Der Preisträger 2016/17

Diplomgeograf Dr. Martin C. Lukas

Foto: Harald Rehling / ZMT / Universität Bremen

Seit 2011 ist er wissenschaftlicher Mitarbeiter am artec | Forschungszentrum Nachhaltigkeit, wo er Ende 2015 mit der ausgezeichneten Arbeit zum Dr. rer. pol. mit der Note “summa cum laude” promovierte.

Seit 2015 arbeitet er zudem als Postdoc in der Graduiertenschule GLOMAR – Bremen International Graduate School for Marine Sciences am MARUM – Center for Marine Environmental Sciences. Vor 2011 war er vier Jahre lang als Wissenschaftler am Leibniz-Zentrum für Marine Tropenforschung tätig.

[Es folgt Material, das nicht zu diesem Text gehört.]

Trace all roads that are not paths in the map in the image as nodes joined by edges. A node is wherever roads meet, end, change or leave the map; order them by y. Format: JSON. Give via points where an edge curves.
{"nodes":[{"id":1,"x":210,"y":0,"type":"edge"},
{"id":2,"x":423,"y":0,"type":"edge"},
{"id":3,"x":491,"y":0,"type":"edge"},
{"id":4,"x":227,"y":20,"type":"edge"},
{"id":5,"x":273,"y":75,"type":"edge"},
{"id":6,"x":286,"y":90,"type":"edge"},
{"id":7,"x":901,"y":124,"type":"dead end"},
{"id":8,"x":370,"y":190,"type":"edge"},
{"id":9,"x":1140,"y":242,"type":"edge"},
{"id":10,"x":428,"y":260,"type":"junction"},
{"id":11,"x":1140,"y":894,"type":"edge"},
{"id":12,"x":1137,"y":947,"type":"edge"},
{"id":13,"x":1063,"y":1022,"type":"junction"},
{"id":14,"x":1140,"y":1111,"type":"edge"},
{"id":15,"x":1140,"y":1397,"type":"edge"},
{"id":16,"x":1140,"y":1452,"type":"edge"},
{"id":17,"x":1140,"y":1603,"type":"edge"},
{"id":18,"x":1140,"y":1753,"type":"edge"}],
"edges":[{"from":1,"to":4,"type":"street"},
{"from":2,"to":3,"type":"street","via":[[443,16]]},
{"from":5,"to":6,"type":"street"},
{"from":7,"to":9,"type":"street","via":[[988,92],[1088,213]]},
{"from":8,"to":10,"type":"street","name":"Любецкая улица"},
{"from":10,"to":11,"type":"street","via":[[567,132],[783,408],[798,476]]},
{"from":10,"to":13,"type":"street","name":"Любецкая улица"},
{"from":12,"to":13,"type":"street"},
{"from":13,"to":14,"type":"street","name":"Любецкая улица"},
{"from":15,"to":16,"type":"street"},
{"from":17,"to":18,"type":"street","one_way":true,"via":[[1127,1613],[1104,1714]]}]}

Sein Diplom legte Martin C. Lukas 2007 an der JLU Gießen im Fach Geografie mit Auszeichnung ab. Studiert hat er vorher auch an der Lincoln University in Neuseeland und an der TU Dresden, wo er auch sein Abitur machte.

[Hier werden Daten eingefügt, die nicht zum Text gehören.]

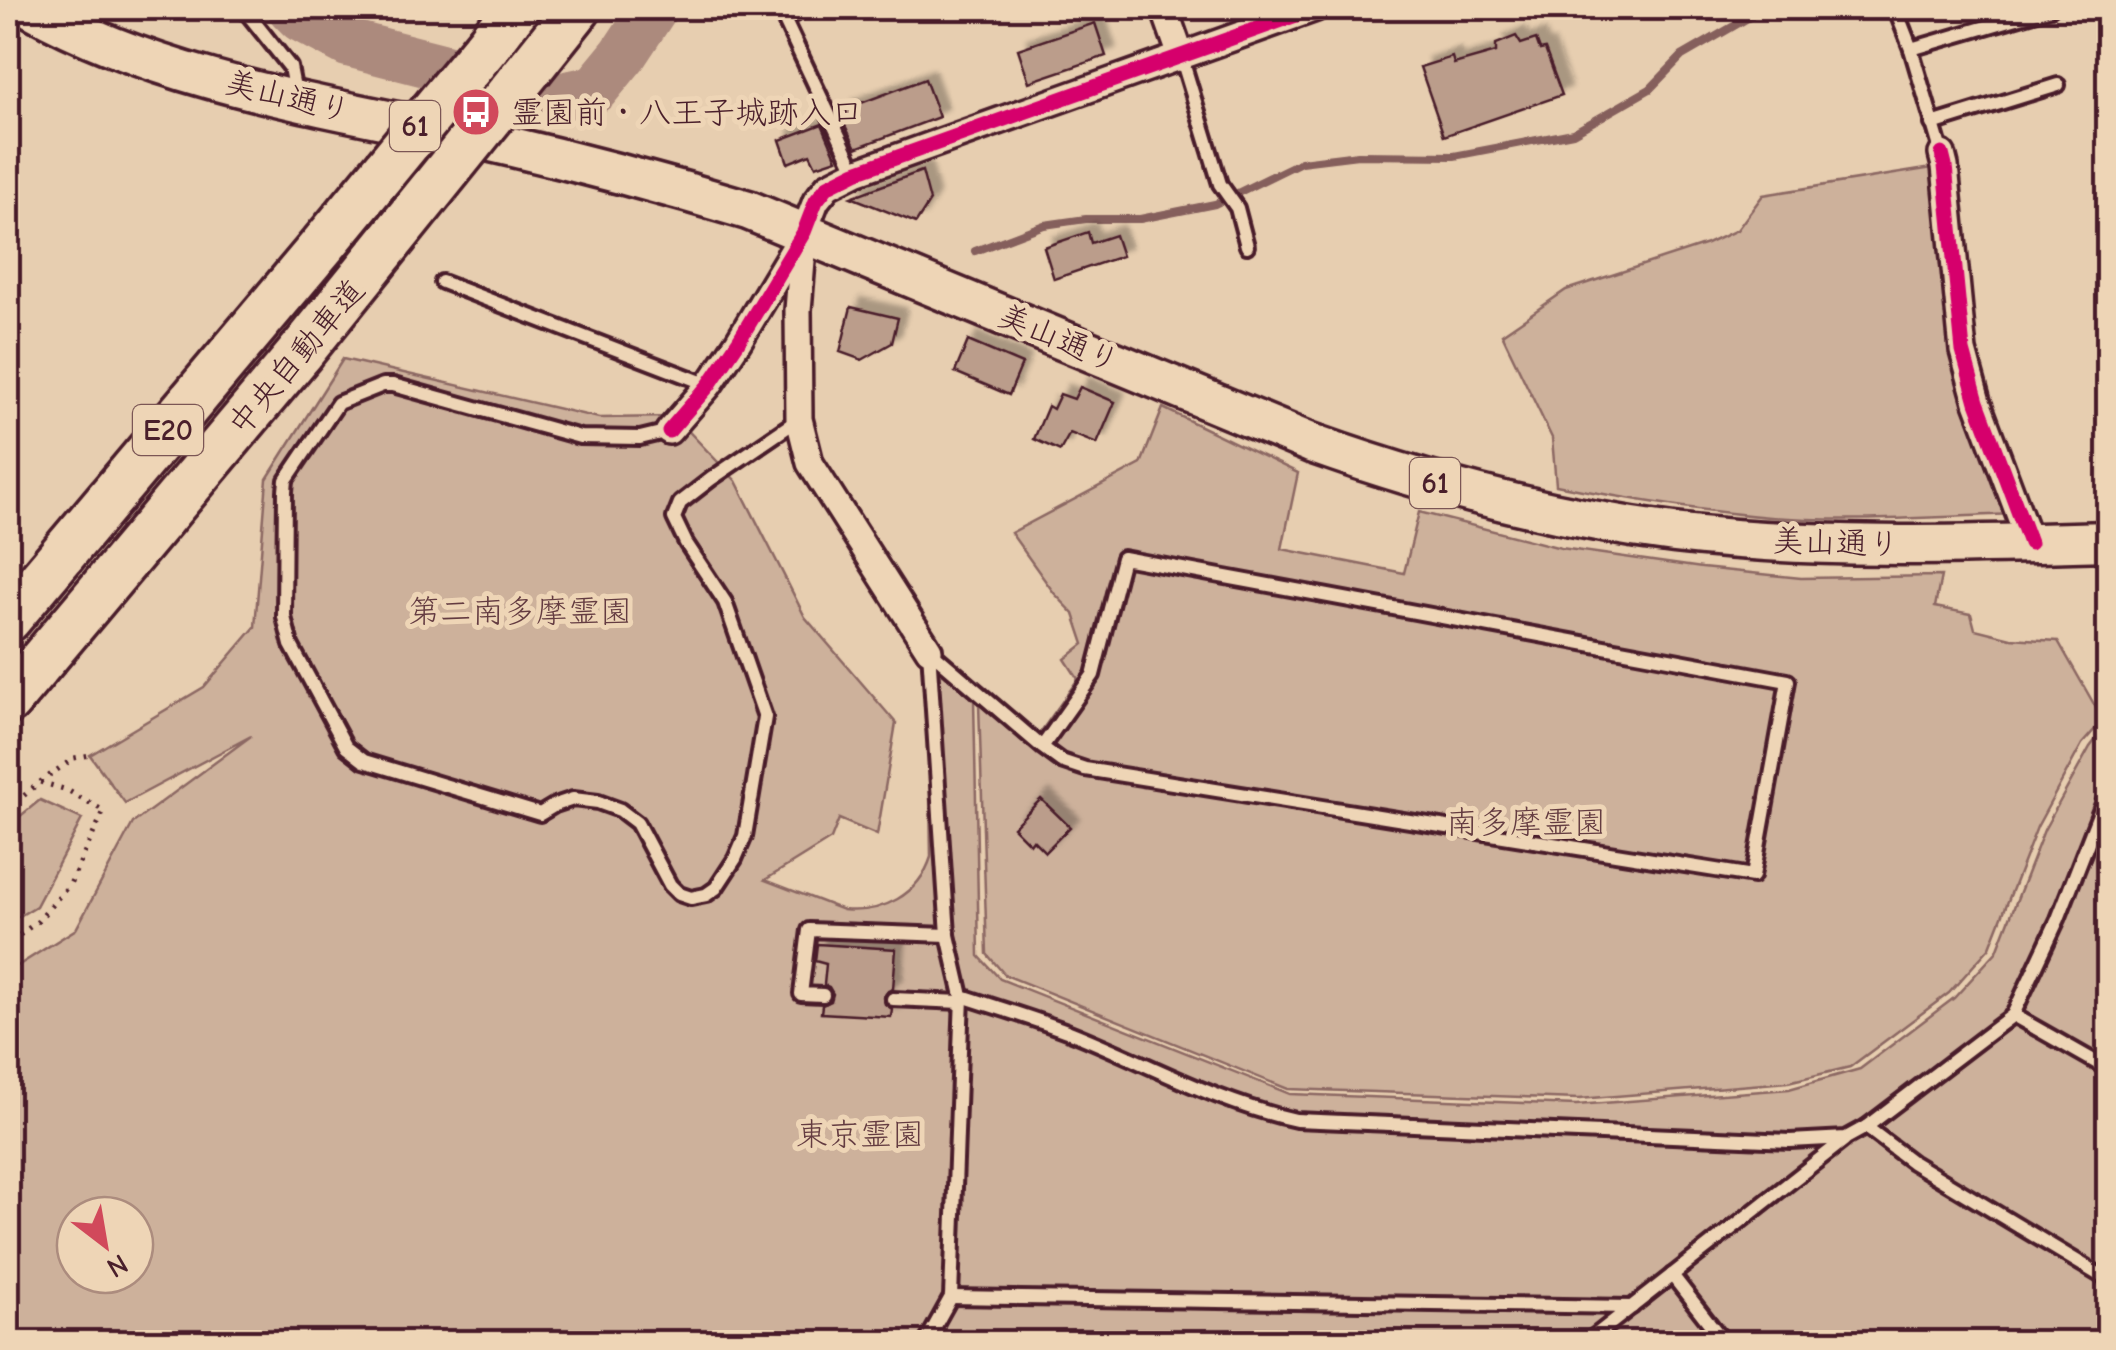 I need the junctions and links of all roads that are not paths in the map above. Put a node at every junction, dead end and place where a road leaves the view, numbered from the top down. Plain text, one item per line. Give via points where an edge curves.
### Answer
1 (31, 8) edge
2 (244, 8) edge
3 (578, 8) edge
4 (808, 8) edge
5 (1164, 8) edge
6 (1316, 8) edge
7 (1895, 8) edge
8 (2051, 8) edge
9 (503, 25) edge
10 (1911, 49) junction
11 (1181, 56) junction
12 (2058, 84) dead end
13 (296, 100) junction
14 (1932, 124) junction
15 (1942, 154) joint
16 (856, 172) junction
17 (804, 232) junction
18 (1247, 246) dead end
19 (442, 282) dead end
20 (708, 385) junction
21 (799, 419) junction
22 (670, 430) joint
23 (2108, 541) edge
24 (2030, 544) junction
25 (8, 619) edge
26 (929, 650) junction
27 (8, 702) edge
28 (1042, 747) junction
29 (2108, 790) edge
30 (948, 935) junction
31 (822, 995) dead end
32 (893, 999) dead end
33 (961, 999) junction
34 (2014, 1015) junction
35 (2108, 1069) edge
36 (1866, 1127) junction
37 (1846, 1138) junction
38 (1672, 1275) junction
39 (2108, 1280) edge
40 (951, 1297) junction
41 (1632, 1307) junction
42 (2108, 1330) edge
43 (926, 1342) edge
44 (1587, 1342) edge
45 (1724, 1342) edge
46 (2093, 1342) edge

1 - 13 main road, 美山通り / 61 via 122,50
2 - 13 lane via 290,67
3 - 27 highway, 中央自動車道 / E20, bridge
4 - 16 lane via 784,19
5 - 11 street
6 - 11 street
7 - 10 lane
8 - 10 lane
9 - 25 highway, 中央自動車道 / E20, bridge
10 - 14 lane
11 - 16 street
11 - 18 lane via 1220,184 1237,208
12 - 14 lane
13 - 17 main road, 美山通り / 61 via 653,181
14 - 15 lane
15 - 24 street via 1963,351
16 - 17 street via 828,186
17 - 20 street
17 - 21 street
17 - 24 main road, 美山通り / 61 via 1311,443 1513,504 1626,526 1756,540
19 - 20 lane
20 - 22 street
21 - 22 lane via 695,491 674,518 725,602 765,717 745,836 716,888 692,898 670,886 637,823 620,810 573,800 540,814 364,761 346,747 296,656 284,617 286,480 338,403 393,385 580,437 640,438
21 - 26 street via 810,462
23 - 24 main road, 美山通り / 61
26 - 28 lane
26 - 30 lane
28 - 28 lane via 1085,769 1754,876 1788,681 1123,558 1093,675
29 - 34 lane
30 - 31 lane via 809,930 801,994
30 - 33 lane
32 - 33 lane
33 - 37 lane via 1070,1032 1206,1092 1296,1120
33 - 40 lane
34 - 35 lane
34 - 36 lane
36 - 37 lane
36 - 39 lane via 1912,1162
37 - 38 lane
38 - 41 lane
38 - 45 lane
40 - 41 lane
40 - 43 lane
41 - 44 lane
42 - 46 lane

Seine Praktika und Forschungen führten ihn nach Samoa, Indonesien, Indien und Spanien. Er erhielt mehrere Stipendien und war Stipendiat der Studienstiftung des Deutschen Volkes.
Vor seinem Studium absolvierte er eine Ausbildung zum Forstwirt.

Die Arbeit

Bodenerosion und entsprechende Sedimenteinträge in Flüsse und Küstenökosysteme gelten als einige der wichtigsten Umweltprobleme Javas und zahlreicher anderer, vor allem tropischer, Regionen. Hohe Sedimentfrachten blockieren Bewässerungssysteme, gefährden oder transformieren Küstenökosysteme und schränken die Fischerei, vielerorts eine wichtige Lebensgrundlage von Teilen der Küstenbevölkerung, ein. Die Ursachen umfassen oft eine schwer überschaubare Zahl miteinander verwobener, natürlicher und menschlich verursachter Faktoren. In vielen, insbesondere größeren Flusseinzugsgebieten sind sie bislang nicht hinreichend verstanden.

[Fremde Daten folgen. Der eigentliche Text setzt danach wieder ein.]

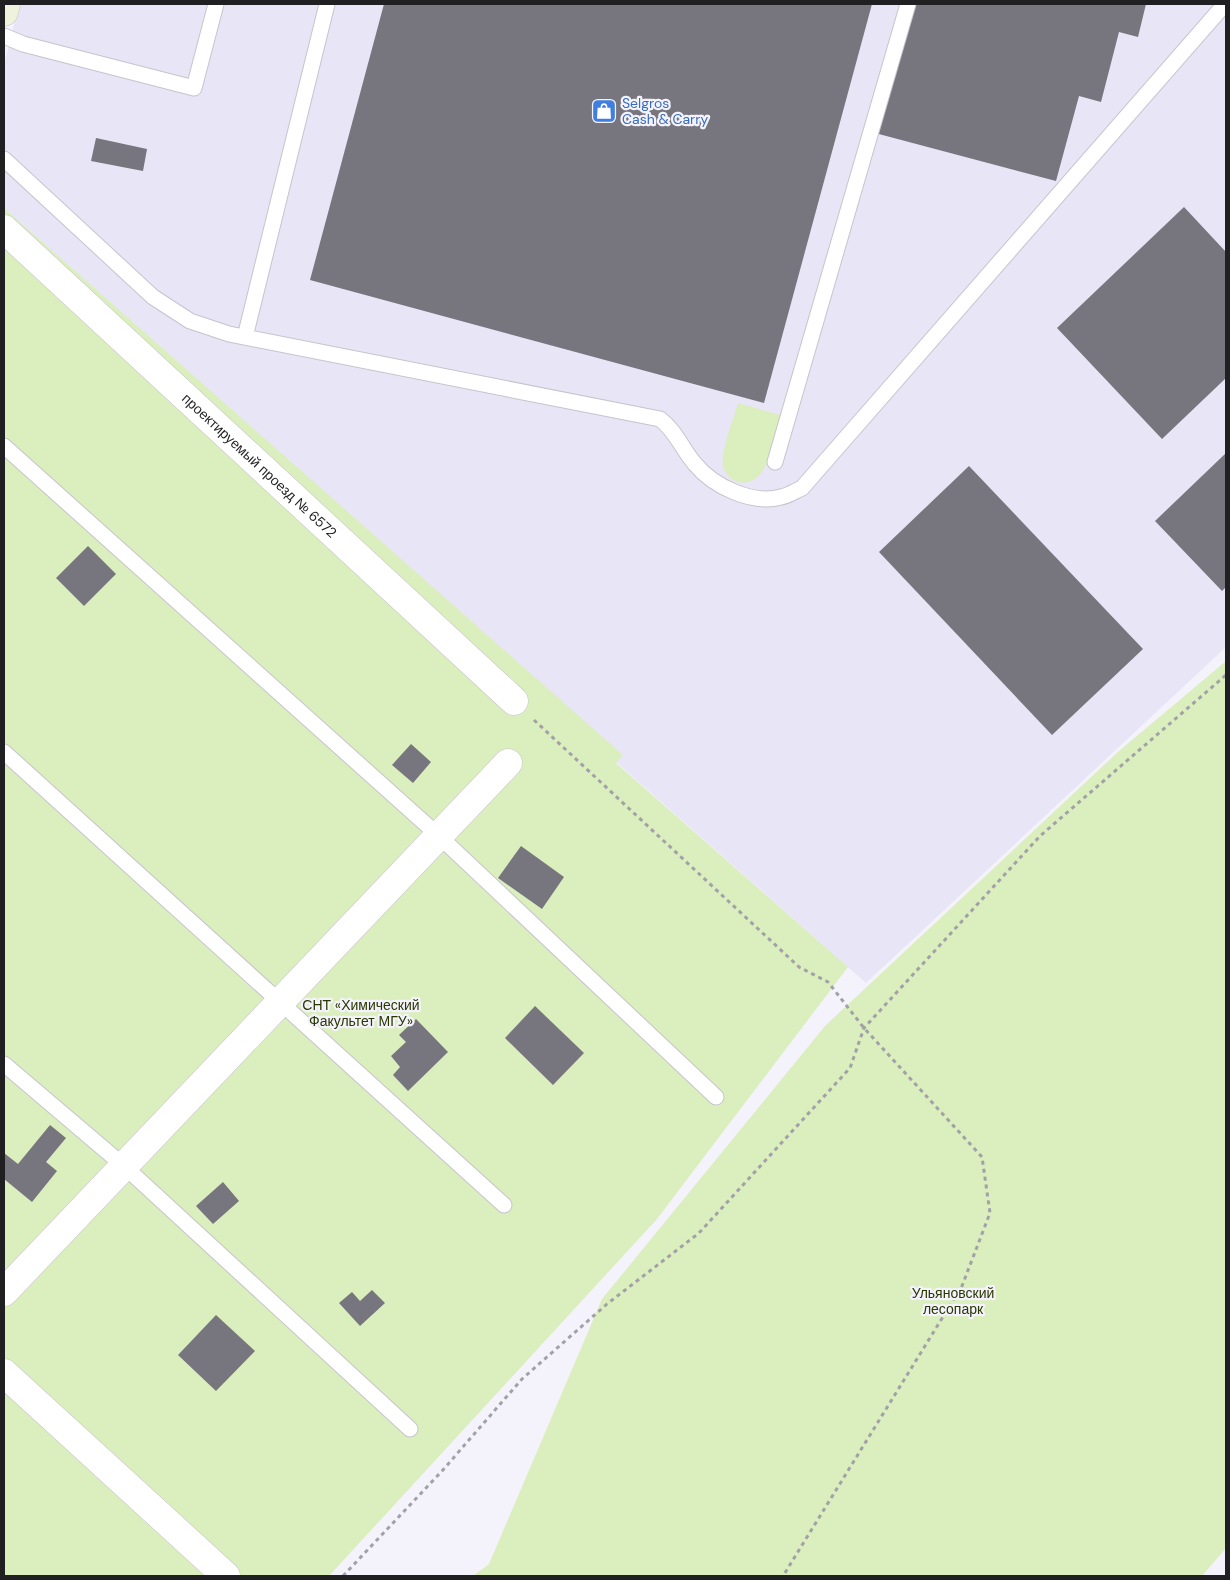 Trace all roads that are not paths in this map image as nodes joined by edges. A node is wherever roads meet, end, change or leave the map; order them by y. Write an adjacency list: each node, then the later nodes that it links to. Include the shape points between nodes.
1 (6, 4): 6 (street)
2 (216, 4): 7 (lane, via 194,88 23,44)
3 (327, 4): 10 (lane)
4 (908, 4): 12 (lane)
5 (1225, 4): 10 (lane, via 802,488 782,497 765,500 746,496 710,478 695,464 671,428 660,419)
6 (4, 12)
7 (4, 36)
8 (4, 159): 10 (lane, via 160,302 190,321)
9 (4, 230): 13 (street, проектируемый проезд № 6572)
10 (245, 337)
11 (4, 446): 16 (lane)
12 (775, 462)
13 (514, 701)
14 (4, 752): 17 (lane)
15 (508, 764): 16 (street)
16 (439, 836): 17 (street); 19 (lane)
17 (280, 1003): 20 (street); 21 (lane)
18 (4, 1064): 20 (lane)
19 (716, 1097)
20 (124, 1166): 22 (street); 24 (lane)
21 (504, 1205)
22 (4, 1292)
23 (4, 1373): 25 (street)
24 (410, 1429)
25 (226, 1576) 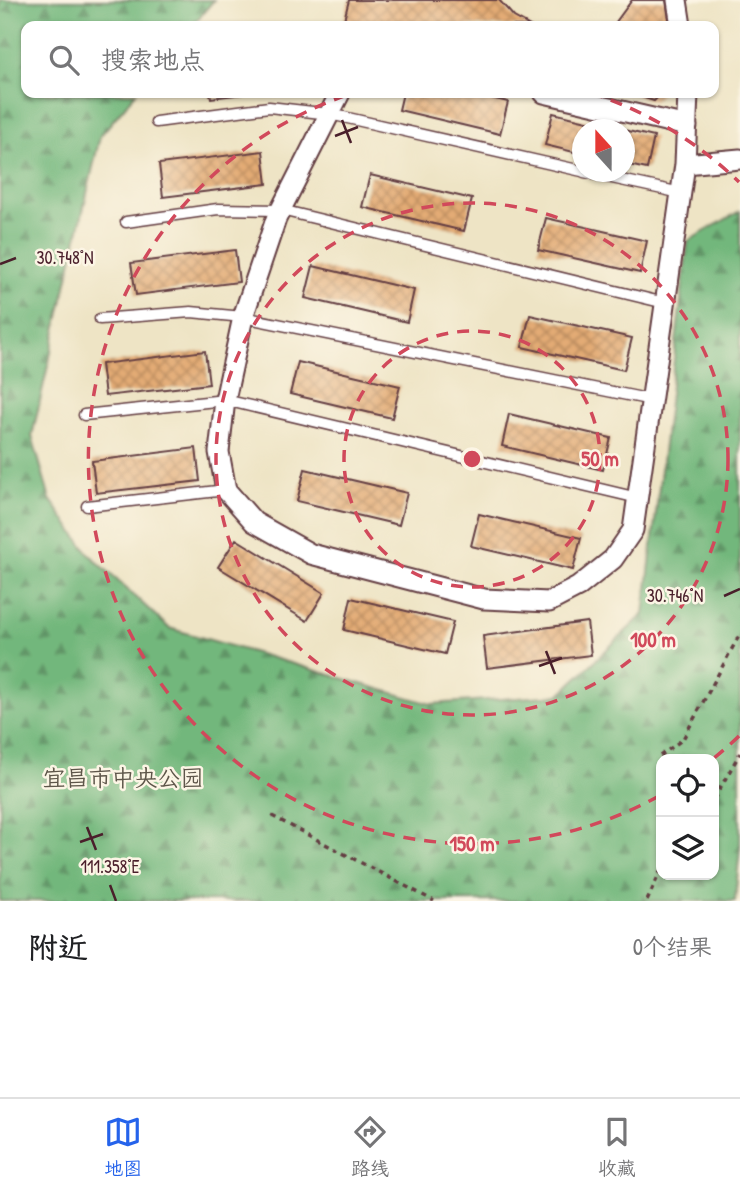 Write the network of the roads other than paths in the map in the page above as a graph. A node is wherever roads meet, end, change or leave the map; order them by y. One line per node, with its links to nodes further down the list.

Die Doktorarbeit von Martin C. Lukas widmet sich dieser Problematik am Beispiel der Segara Anakan Lagune und ihrem Einzugsgebiet auf der indonesischen Insel Java. Die Insel gehört zu den globalen Hotspots von Sedimenteinträgen ins Meer. Im Rahmen national und international finanzierter Projekte sind seit den 1970er Jahren erhebliche Mittel investiert worden, um Bodenerosion und Sedimenteinträge in Flüsse und Küstenökosysteme zu verringern. Die Maßnahmen konzentrierten sich auf die Anlage von Feldterrassen und Baumpflanzungen auf dem privaten Land der Kleinbauern. Trotz langjähriger Investitionen werden die Erfolge als gering eingeschätzt. Dies ist bisher auf organisatorische Mängel bei der Durchführung der Maßnahmen zurückgeführt worden. Die Arbeit von Herrn Lukas beleuchtet jedoch ein grundsätzlicheres Problem: Durch den einseitigen Fokus von politischen Diskursen, Forschung und Interventionen auf kleinbäuerliches Land sind zahlreiche andere Ursachen hoher Erosions- und Sedimentationsraten ausgeblendet und folglich nicht durch Interventionen adressiert worden.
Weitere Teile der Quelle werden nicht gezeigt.